In those two games, the Wild gave up zero goals while Addison was on the ice compared with four during the two contests before that.

Package that effectiveness with Addison's skills on the power play, and the 22-year-old offers the two-way game he wants to provide.

"It's just focusing more defensively, just kind of knowing where I'm at in the D-zone, knowing where my guy is all the time, making the right switches, just being more alert," said Addison, who remained alongside Jon Merrill on Wednesday vs. Detroit and continues to lead NHL rookie defensemen in scoring with 15 points. "I think when my defensive game is good, I think my offensive game is better, too. So I think it's just being more consistent and having that aspect of my game every night."

Three in a row

The Sammy Walker, Frederick Gaudreau and Matt Boldy line stayed intact Wednesday after the three were on the ice for the winning goal on Monday, a shot from Gaudreau set up by Boldy.

"He's been fitting in awesome," Boldy said of Walker, the former Gopher who was called up from the minors last week to make his NHL debut. "I think [Monday] he had a lot more confidence in his own game, just being a little bit more poised with the puck and making more plays, and I think it's only going to get better.

"He's super smart. He knows how to get into certain spots to make easy plays, too. I think he's just going to get better."

Challenging times

The Wild used just their second coach's challenge of the season Monday, an unsuccessful goaltender interference check on Edmonton's first goal on the power play.

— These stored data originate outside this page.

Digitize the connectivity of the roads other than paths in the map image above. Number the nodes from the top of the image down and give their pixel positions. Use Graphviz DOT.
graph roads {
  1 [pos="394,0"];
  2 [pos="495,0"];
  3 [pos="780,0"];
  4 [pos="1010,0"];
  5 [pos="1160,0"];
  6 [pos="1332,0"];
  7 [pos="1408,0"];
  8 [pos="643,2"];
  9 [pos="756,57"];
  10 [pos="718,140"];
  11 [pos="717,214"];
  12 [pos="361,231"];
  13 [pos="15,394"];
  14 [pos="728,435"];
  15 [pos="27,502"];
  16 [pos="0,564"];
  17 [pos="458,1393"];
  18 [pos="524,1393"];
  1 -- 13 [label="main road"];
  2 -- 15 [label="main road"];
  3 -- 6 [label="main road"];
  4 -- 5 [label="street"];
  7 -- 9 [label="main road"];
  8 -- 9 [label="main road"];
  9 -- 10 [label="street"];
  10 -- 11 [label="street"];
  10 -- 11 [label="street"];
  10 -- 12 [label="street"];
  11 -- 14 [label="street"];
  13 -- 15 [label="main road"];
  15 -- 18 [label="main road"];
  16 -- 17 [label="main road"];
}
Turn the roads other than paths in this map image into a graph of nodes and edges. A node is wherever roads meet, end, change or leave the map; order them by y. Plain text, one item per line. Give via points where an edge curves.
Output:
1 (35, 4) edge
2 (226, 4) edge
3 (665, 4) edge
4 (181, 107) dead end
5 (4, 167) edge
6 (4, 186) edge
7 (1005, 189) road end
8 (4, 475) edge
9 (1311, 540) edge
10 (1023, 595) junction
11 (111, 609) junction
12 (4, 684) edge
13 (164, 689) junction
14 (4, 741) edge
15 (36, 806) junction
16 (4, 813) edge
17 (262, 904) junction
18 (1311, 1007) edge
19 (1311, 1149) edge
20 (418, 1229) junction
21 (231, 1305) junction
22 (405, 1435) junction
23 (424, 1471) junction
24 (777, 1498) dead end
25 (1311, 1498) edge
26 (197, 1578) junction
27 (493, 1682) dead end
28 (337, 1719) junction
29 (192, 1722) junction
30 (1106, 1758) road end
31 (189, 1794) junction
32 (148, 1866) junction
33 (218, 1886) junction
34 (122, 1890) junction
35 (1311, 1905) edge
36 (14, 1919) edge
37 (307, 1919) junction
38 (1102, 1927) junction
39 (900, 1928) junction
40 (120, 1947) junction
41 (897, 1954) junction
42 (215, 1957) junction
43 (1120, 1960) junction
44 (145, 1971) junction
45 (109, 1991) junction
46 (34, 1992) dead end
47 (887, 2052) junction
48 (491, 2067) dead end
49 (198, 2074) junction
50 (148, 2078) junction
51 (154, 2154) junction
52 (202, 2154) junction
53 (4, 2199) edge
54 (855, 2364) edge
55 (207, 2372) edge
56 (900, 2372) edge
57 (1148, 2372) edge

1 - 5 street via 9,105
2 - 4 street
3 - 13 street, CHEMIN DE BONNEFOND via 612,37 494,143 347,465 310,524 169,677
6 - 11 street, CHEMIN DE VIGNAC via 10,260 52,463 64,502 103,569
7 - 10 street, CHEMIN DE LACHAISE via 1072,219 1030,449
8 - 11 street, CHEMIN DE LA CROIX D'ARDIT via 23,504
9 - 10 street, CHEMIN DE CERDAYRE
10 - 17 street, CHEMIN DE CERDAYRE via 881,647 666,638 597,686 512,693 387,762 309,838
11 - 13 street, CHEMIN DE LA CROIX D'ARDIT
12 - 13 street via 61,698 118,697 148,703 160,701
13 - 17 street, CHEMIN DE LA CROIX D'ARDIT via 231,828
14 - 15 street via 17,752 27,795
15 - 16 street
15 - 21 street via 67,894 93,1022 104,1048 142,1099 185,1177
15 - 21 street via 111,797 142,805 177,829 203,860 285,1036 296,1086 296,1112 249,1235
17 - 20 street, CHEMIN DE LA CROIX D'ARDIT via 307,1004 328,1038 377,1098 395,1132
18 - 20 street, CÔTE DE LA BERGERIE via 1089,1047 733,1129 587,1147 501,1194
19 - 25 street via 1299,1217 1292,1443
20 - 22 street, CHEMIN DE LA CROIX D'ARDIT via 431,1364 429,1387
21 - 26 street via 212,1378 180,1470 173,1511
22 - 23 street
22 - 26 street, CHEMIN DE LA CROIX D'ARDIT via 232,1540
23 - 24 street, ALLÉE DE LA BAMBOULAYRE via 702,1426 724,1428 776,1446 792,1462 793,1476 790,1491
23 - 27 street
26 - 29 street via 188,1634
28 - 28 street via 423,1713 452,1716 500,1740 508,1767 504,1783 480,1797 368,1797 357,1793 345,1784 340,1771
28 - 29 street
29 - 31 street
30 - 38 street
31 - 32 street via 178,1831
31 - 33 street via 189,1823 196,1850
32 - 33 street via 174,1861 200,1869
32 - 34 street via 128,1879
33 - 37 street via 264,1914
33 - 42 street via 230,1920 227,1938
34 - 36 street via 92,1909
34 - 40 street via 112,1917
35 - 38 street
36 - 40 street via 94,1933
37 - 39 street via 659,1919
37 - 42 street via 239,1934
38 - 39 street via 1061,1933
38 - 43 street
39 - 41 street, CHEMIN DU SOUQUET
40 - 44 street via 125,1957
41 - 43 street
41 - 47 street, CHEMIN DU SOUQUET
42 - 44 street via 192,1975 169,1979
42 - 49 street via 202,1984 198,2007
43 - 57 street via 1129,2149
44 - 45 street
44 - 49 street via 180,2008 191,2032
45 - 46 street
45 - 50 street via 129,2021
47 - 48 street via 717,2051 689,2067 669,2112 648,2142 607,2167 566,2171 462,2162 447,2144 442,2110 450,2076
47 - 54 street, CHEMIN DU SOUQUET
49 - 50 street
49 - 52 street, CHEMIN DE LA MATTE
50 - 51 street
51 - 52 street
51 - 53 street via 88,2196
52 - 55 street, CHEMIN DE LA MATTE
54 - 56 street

Evason said there was a leaguewide memo from the NHL that outlined the requirements for goalie interference, and Wild felt the situation with the Oilers' Zach Hyman applied.

Hyman was in the crease but then left before backhanding the puck past Wild netminder Marc-Andre Fleury.

"He wasn't pushed in," Evason said. "It was in the blue, and he hit him."

But the league decided there wasn't any interference, and the Wild were dinged with a delay of game penalty.

"How far back do you go before the goal?" Evason said. "We thought it was soon enough because it hit Flower's glove and then they slammed it in, same guy. So, we thought that was still a continuation of the bump.

"It seemed to fit all the criteria but hindsight, we were talking, you don't have to be 100 percent. You have to be 1,000 percent that it's right or don't challenge it."

That was one of three challenges to work against the Wild in three games.

The Oilers also overturned a second-period goal from the Wild on Monday after motioning for an offside review; they also had a Kirill Kaprizov tally called back Friday at Edmonton when video determined Kaprizov pushed goalie Stuart Skinner's pad into the net to cause the goal.